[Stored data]
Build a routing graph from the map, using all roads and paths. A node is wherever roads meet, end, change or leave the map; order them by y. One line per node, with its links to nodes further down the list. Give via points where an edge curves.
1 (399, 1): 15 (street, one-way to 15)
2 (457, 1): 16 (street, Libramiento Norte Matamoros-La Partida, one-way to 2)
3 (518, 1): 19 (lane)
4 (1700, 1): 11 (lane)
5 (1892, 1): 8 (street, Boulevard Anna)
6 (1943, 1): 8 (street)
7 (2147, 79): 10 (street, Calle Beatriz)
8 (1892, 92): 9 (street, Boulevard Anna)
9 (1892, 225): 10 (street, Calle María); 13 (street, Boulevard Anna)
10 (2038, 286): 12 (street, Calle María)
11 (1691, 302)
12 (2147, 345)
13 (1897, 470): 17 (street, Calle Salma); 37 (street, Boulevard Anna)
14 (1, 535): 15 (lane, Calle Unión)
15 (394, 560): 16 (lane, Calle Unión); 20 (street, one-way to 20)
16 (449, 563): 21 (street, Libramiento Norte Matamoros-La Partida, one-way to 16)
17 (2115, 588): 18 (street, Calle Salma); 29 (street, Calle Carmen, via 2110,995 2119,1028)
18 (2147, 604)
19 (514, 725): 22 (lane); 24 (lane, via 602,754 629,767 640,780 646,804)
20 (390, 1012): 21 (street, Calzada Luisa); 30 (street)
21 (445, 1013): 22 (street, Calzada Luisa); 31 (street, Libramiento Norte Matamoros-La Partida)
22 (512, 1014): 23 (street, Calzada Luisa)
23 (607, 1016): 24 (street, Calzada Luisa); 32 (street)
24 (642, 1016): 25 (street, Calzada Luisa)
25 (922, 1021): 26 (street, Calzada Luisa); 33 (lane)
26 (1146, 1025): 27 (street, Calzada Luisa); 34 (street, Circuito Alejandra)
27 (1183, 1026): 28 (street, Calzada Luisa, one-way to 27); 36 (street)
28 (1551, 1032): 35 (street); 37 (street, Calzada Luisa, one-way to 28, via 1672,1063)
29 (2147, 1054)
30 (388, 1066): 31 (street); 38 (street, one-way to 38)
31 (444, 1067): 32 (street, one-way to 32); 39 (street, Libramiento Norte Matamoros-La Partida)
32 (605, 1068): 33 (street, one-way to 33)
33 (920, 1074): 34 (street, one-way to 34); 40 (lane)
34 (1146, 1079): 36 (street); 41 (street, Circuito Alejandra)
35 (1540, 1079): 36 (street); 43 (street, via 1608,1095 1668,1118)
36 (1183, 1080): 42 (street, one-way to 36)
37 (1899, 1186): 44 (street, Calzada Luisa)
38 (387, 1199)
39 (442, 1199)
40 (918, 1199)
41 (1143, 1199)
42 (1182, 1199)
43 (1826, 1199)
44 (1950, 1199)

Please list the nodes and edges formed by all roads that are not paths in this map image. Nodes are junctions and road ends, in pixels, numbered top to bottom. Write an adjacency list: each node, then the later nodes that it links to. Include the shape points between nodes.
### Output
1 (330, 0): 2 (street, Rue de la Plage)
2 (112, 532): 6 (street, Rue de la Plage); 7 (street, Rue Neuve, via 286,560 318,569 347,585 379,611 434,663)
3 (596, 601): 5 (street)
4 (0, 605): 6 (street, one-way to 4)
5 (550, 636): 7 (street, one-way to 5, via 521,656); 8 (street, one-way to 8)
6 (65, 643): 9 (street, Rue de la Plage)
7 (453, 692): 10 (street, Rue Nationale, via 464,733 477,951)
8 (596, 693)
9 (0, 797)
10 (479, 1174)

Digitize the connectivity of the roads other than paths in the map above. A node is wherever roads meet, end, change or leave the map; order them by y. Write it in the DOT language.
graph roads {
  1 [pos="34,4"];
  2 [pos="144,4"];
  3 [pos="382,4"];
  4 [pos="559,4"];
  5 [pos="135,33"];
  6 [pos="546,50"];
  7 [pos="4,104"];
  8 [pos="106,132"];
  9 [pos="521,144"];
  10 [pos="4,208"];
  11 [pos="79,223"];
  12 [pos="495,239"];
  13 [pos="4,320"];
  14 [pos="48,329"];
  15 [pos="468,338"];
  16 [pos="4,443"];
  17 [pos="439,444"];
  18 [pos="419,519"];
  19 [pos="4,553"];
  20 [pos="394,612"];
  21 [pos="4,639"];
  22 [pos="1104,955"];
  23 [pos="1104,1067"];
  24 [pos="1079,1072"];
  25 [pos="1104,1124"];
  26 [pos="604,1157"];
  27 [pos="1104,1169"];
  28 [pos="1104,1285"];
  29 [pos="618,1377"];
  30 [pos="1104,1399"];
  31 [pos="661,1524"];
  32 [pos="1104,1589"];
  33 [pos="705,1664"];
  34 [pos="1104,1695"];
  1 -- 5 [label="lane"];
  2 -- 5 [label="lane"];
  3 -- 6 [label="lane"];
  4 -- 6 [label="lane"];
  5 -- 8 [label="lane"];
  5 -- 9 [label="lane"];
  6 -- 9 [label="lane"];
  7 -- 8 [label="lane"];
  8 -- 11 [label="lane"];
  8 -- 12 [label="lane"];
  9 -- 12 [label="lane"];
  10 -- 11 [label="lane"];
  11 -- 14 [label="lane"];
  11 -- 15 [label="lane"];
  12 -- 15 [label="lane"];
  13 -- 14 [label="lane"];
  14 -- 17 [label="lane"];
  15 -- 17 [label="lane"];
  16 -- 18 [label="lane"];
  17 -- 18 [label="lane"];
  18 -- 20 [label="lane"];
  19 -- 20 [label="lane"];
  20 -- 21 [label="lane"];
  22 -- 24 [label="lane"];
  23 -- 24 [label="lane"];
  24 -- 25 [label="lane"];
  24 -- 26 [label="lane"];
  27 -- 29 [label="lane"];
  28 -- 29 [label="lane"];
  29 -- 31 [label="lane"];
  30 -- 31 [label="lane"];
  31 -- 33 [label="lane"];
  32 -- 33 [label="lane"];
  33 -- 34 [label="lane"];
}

### Problem details
Those lines above that contain the string "leave" should be returned.

### Solution for this problem
Build a routing graph from the map, using all roads and paths. A node is wherever roads meet, end, change or leave the map; order them by y. One line per node, with its links to nodes further down the list. Give via points where an edge curves.
Digitize the connectivity of the roads other than paths in the map above. A node is wherever roads meet, end, change or leave the map; order them by y. Write it in the DOT language.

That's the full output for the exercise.